What is needed :: Each record that comes next should be output exactly; pictures do not belong in the copy.

Stored data

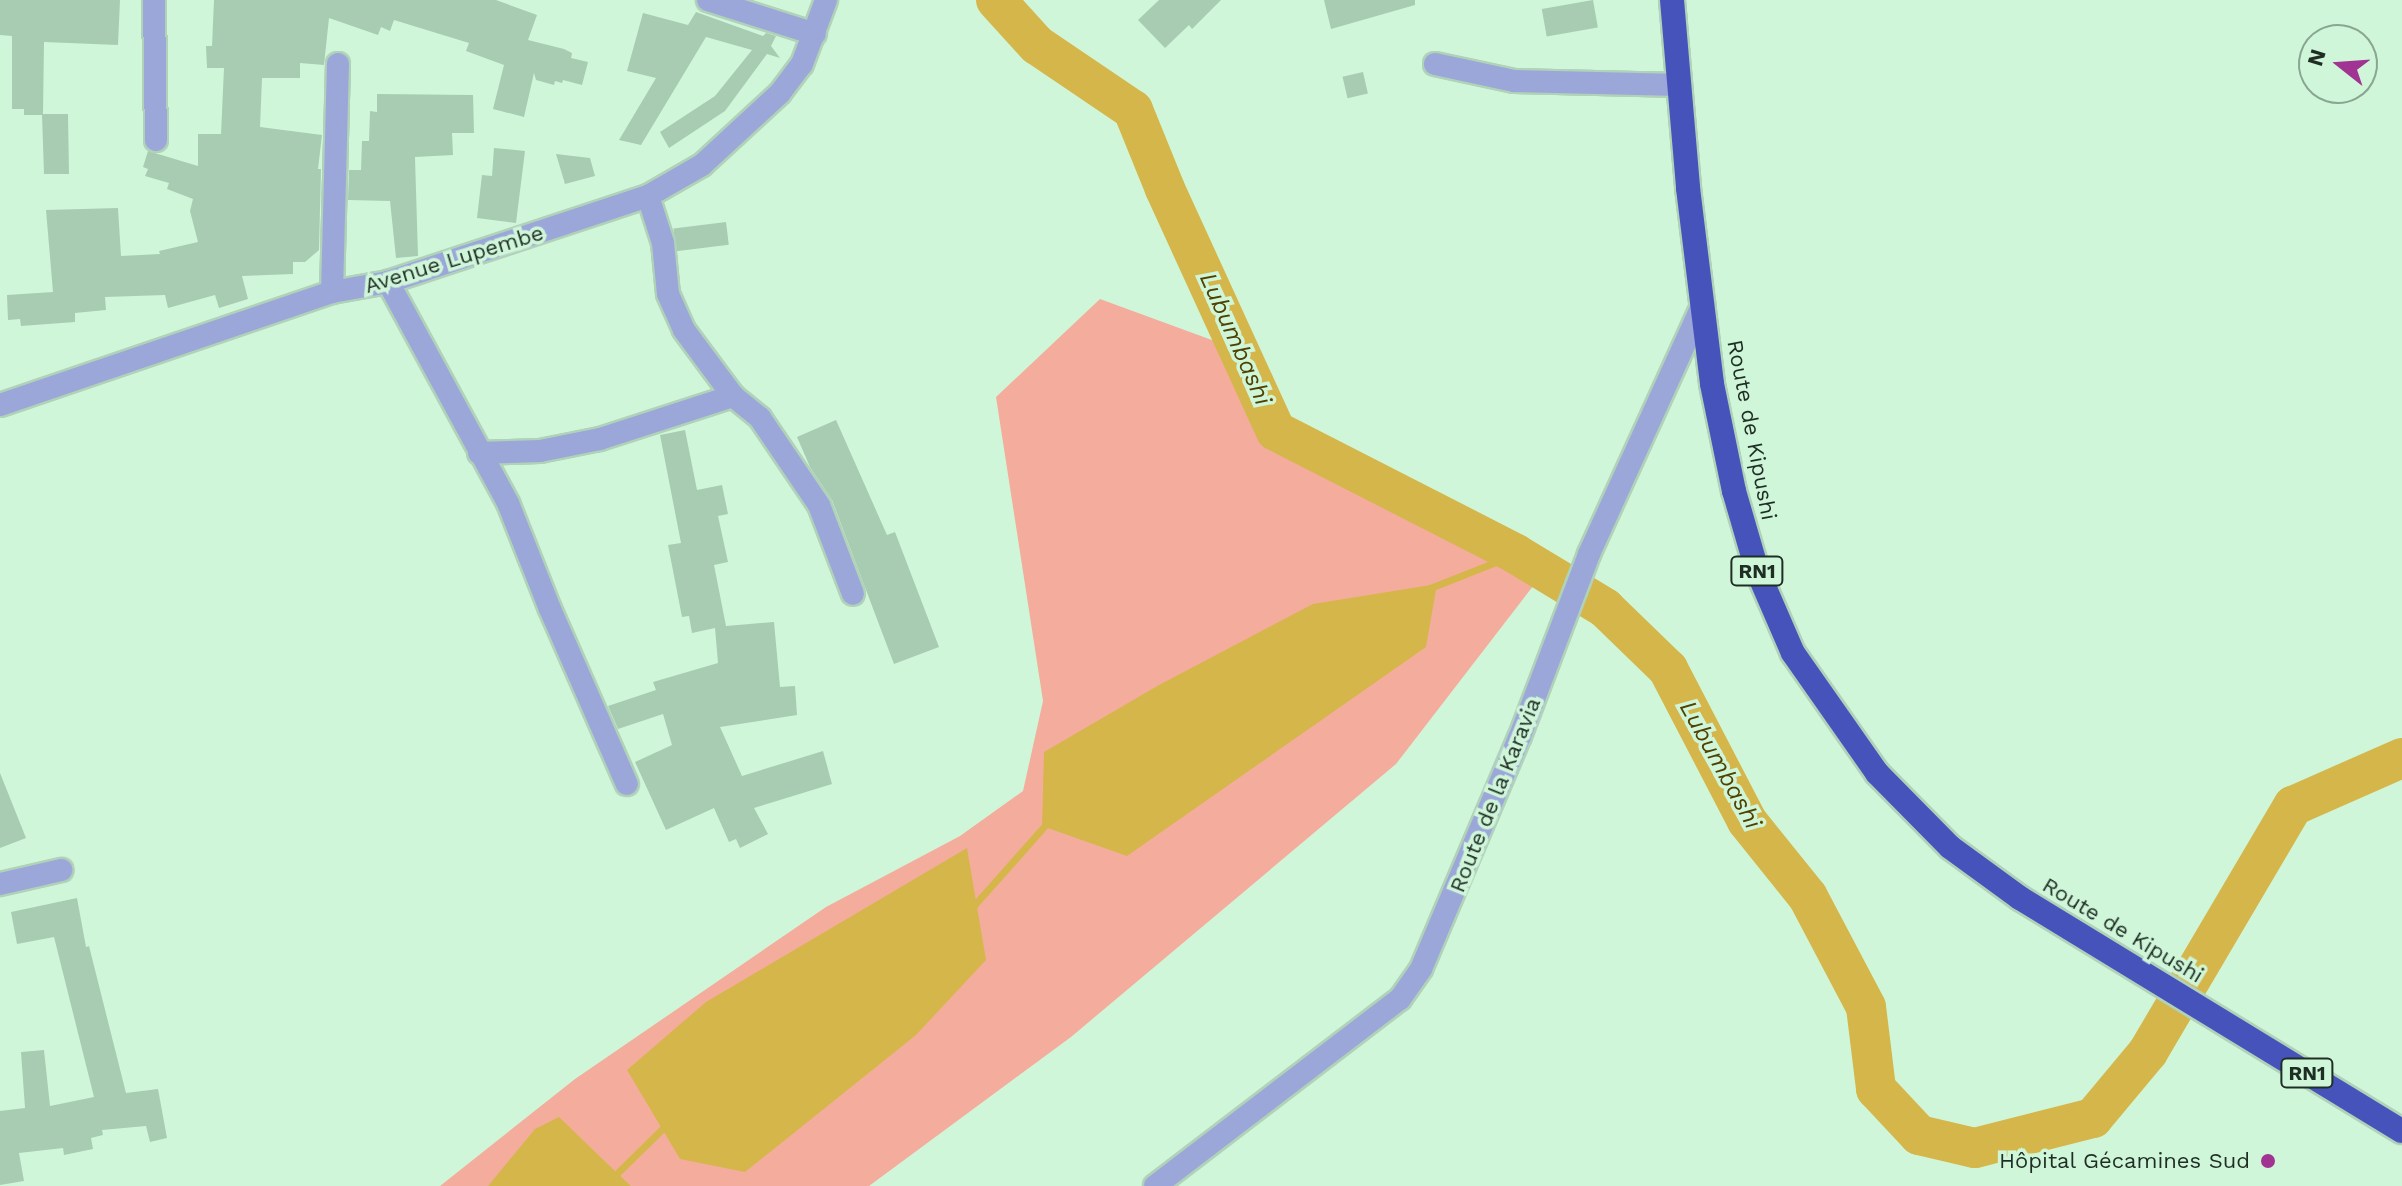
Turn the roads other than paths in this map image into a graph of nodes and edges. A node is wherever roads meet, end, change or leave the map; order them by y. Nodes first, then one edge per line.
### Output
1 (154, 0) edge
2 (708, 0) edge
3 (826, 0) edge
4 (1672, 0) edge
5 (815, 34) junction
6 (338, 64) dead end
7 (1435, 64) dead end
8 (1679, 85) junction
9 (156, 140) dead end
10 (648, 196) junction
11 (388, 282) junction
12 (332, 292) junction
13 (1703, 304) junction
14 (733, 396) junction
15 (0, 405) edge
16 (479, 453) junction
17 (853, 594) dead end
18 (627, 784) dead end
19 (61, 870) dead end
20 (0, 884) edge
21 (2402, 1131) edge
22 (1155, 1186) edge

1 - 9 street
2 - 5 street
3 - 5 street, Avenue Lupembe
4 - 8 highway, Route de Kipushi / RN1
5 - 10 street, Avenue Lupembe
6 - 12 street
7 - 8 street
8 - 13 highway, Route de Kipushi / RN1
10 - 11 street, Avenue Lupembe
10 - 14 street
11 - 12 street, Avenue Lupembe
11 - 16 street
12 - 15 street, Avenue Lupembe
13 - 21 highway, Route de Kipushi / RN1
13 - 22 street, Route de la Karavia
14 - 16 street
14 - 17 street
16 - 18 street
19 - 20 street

Solution below ::
Turn the roads other than paths in this map image into a graph of nodes and edges. A node is wherever roads meet, end, change or leave the map; order them by y. Nodes first, then one edge per line.
### Output
1 (154, 0) edge
2 (708, 0) edge
3 (826, 0) edge
4 (1672, 0) edge
5 (815, 34) junction
6 (338, 64) dead end
7 (1435, 64) dead end
8 (1679, 85) junction
9 (156, 140) dead end
10 (648, 196) junction
11 (388, 282) junction
12 (332, 292) junction
13 (1703, 304) junction
14 (733, 396) junction
15 (0, 405) edge
16 (479, 453) junction
17 (853, 594) dead end
18 (627, 784) dead end
19 (61, 870) dead end
20 (0, 884) edge
21 (2402, 1131) edge
22 (1155, 1186) edge

1 - 9 street
2 - 5 street
3 - 5 street, Avenue Lupembe
4 - 8 highway, Route de Kipushi / RN1
5 - 10 street, Avenue Lupembe
6 - 12 street
7 - 8 street
8 - 13 highway, Route de Kipushi / RN1
10 - 11 street, Avenue Lupembe
10 - 14 street
11 - 12 street, Avenue Lupembe
11 - 16 street
12 - 15 street, Avenue Lupembe
13 - 21 highway, Route de Kipushi / RN1
13 - 22 street, Route de la Karavia
14 - 16 street
14 - 17 street
16 - 18 street
19 - 20 street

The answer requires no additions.